## Work instructions
Every line of the records below that has the word "graph" should be copied.
===== Input data =====
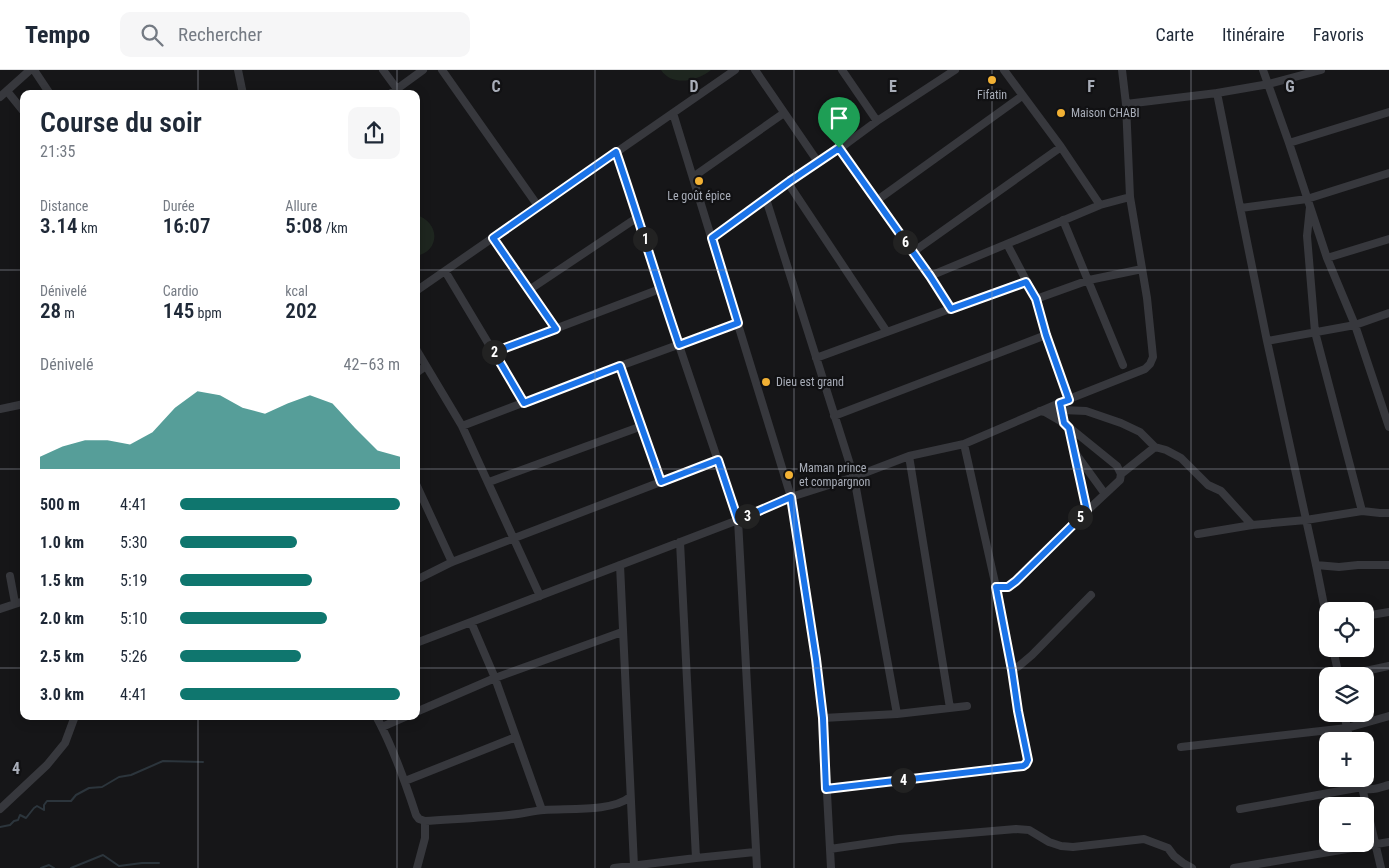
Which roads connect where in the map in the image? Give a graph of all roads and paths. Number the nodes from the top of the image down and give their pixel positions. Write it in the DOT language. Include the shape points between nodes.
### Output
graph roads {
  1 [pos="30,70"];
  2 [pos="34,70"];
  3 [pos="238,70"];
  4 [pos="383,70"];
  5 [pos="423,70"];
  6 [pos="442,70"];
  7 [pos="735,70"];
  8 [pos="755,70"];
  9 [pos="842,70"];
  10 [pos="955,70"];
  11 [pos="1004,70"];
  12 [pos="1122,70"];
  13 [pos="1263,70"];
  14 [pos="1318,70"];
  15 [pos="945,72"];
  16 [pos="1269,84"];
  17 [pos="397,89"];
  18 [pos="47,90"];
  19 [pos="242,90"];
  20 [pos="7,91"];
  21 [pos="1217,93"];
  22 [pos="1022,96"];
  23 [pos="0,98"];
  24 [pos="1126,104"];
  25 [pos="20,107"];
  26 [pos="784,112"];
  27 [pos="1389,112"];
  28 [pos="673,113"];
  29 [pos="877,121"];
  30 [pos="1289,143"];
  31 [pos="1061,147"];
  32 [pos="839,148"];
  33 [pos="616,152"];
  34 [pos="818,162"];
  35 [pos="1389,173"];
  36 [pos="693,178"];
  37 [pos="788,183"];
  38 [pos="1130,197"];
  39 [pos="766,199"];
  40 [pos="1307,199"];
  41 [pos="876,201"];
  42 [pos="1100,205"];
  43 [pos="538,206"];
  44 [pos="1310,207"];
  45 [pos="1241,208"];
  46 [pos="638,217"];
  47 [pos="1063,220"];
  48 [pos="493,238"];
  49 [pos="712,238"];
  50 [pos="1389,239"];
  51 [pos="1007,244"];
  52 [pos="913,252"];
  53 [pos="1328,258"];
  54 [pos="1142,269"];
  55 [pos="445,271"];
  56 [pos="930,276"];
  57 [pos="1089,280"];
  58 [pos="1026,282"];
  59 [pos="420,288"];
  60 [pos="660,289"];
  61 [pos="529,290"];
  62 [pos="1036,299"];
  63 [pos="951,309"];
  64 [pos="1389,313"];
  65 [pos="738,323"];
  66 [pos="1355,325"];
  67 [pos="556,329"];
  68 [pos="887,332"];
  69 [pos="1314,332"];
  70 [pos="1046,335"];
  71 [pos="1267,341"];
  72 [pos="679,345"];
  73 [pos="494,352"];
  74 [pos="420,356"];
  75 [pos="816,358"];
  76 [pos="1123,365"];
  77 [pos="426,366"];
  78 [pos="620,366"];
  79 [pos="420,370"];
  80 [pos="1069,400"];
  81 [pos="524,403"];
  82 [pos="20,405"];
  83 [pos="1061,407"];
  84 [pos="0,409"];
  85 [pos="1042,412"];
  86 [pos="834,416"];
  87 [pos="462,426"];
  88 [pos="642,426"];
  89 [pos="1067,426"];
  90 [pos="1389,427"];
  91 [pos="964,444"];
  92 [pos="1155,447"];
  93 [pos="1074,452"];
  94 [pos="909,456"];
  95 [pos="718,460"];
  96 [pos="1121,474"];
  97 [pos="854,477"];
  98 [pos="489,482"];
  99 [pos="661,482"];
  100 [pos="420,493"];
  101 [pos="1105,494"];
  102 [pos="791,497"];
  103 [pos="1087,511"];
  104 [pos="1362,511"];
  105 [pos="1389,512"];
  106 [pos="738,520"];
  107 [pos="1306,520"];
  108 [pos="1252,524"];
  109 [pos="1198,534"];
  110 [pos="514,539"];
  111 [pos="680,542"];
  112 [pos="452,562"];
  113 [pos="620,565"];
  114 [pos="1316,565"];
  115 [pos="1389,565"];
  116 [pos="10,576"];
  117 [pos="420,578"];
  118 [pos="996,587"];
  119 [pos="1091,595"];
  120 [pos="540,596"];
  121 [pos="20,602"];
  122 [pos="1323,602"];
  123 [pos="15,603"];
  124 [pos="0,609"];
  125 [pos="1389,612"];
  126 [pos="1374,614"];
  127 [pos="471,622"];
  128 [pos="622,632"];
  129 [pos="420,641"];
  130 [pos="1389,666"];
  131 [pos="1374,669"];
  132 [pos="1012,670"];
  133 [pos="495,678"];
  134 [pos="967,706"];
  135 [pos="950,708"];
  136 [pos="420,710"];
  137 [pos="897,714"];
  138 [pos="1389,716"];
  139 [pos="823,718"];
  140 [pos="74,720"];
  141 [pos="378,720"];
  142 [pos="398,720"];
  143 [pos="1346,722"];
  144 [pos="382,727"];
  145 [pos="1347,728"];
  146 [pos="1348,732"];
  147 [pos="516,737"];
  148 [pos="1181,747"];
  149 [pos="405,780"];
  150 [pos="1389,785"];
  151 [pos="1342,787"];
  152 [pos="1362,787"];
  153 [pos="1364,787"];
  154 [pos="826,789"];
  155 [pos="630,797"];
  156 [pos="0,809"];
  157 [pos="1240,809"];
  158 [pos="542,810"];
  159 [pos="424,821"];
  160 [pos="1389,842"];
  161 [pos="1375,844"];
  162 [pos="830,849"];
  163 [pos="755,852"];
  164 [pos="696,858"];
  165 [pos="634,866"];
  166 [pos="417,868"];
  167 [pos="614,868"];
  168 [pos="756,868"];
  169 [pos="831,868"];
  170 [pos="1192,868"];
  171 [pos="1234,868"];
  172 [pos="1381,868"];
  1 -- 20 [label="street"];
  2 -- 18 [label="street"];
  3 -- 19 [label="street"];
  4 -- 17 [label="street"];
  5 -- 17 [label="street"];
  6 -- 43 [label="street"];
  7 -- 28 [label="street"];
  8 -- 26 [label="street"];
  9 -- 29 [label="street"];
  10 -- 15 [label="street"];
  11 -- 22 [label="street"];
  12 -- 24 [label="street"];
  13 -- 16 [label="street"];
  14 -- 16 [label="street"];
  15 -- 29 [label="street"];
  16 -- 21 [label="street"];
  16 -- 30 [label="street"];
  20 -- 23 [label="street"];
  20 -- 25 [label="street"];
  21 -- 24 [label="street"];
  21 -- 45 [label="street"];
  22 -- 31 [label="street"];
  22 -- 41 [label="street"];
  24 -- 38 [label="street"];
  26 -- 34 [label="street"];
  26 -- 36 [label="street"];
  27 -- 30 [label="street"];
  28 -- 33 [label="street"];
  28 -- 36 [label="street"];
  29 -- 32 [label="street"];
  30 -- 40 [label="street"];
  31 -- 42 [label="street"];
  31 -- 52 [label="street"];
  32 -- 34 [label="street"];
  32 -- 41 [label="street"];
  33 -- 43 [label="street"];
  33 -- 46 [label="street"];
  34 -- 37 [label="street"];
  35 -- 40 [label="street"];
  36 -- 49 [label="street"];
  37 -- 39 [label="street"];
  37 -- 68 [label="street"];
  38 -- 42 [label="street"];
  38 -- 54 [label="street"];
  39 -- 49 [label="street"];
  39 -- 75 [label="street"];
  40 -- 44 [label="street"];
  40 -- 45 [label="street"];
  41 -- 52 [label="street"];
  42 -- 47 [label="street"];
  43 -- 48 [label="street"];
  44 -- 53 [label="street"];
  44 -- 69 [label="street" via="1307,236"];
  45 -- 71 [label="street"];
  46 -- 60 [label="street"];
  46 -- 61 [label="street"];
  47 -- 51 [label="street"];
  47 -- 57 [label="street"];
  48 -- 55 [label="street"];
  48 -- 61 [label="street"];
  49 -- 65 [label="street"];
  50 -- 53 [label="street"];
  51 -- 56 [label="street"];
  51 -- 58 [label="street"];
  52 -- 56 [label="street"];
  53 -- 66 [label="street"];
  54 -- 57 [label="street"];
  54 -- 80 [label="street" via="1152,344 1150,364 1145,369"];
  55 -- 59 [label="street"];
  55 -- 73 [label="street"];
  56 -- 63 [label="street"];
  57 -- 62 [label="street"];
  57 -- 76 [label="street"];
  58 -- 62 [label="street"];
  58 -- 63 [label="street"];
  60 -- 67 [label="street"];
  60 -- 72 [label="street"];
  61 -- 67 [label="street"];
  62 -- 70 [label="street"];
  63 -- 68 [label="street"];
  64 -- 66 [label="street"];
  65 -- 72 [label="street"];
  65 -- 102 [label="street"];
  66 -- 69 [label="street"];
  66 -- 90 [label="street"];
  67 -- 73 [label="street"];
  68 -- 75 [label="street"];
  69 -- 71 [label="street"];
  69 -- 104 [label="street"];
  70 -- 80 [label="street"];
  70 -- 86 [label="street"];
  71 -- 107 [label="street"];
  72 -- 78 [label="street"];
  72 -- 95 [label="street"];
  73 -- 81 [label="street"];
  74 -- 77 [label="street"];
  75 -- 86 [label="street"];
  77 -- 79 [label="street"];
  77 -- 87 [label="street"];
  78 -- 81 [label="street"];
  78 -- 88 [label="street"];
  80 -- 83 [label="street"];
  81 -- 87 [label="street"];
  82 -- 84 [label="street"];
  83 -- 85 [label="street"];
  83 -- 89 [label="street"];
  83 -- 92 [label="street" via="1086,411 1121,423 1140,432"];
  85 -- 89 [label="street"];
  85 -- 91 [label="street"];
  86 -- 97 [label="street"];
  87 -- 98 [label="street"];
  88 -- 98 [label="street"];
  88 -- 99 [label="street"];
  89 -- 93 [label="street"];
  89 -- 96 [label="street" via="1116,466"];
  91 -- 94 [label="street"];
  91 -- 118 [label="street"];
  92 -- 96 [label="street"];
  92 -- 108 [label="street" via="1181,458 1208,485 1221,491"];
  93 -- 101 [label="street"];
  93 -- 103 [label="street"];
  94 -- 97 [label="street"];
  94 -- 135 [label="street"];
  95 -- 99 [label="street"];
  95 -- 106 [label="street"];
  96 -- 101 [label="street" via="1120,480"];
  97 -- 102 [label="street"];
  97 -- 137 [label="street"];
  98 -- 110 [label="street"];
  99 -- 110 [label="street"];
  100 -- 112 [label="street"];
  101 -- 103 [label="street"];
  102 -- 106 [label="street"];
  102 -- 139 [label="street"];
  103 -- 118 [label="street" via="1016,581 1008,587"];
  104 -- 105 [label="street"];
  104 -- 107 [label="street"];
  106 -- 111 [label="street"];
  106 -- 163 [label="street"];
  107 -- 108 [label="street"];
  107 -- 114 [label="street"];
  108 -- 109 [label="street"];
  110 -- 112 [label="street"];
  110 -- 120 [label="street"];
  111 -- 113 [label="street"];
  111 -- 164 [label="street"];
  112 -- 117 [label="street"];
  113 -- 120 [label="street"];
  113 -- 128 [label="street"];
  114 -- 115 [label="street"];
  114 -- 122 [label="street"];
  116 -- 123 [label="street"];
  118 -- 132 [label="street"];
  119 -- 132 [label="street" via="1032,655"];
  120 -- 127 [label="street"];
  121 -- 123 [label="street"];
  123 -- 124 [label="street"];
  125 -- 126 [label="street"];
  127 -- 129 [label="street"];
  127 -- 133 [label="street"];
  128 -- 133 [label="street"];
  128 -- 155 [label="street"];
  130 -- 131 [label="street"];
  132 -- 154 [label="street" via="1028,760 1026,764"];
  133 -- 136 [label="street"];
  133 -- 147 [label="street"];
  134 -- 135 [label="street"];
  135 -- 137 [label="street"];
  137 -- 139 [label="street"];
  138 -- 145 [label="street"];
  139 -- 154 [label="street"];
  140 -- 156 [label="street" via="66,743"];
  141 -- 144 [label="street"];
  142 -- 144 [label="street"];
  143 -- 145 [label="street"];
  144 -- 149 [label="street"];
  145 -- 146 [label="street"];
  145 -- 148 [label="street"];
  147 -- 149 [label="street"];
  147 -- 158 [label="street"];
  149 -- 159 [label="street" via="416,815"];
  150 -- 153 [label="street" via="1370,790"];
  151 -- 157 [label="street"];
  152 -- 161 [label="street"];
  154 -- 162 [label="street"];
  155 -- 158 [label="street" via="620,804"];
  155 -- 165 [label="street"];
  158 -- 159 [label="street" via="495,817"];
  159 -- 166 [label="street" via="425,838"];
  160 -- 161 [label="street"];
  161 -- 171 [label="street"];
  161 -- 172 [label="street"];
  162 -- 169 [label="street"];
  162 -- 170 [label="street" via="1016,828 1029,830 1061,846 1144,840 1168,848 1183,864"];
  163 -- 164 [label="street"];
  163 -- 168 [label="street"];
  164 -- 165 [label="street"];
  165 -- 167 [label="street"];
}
=====
## Answer to the exercise
Which roads connect where in the map in the image? Give a graph of all roads and paths. Number the nodes from the top of the image down and give their pixel positions. Write it in the DOT language. Include the shape points between nodes.
graph roads {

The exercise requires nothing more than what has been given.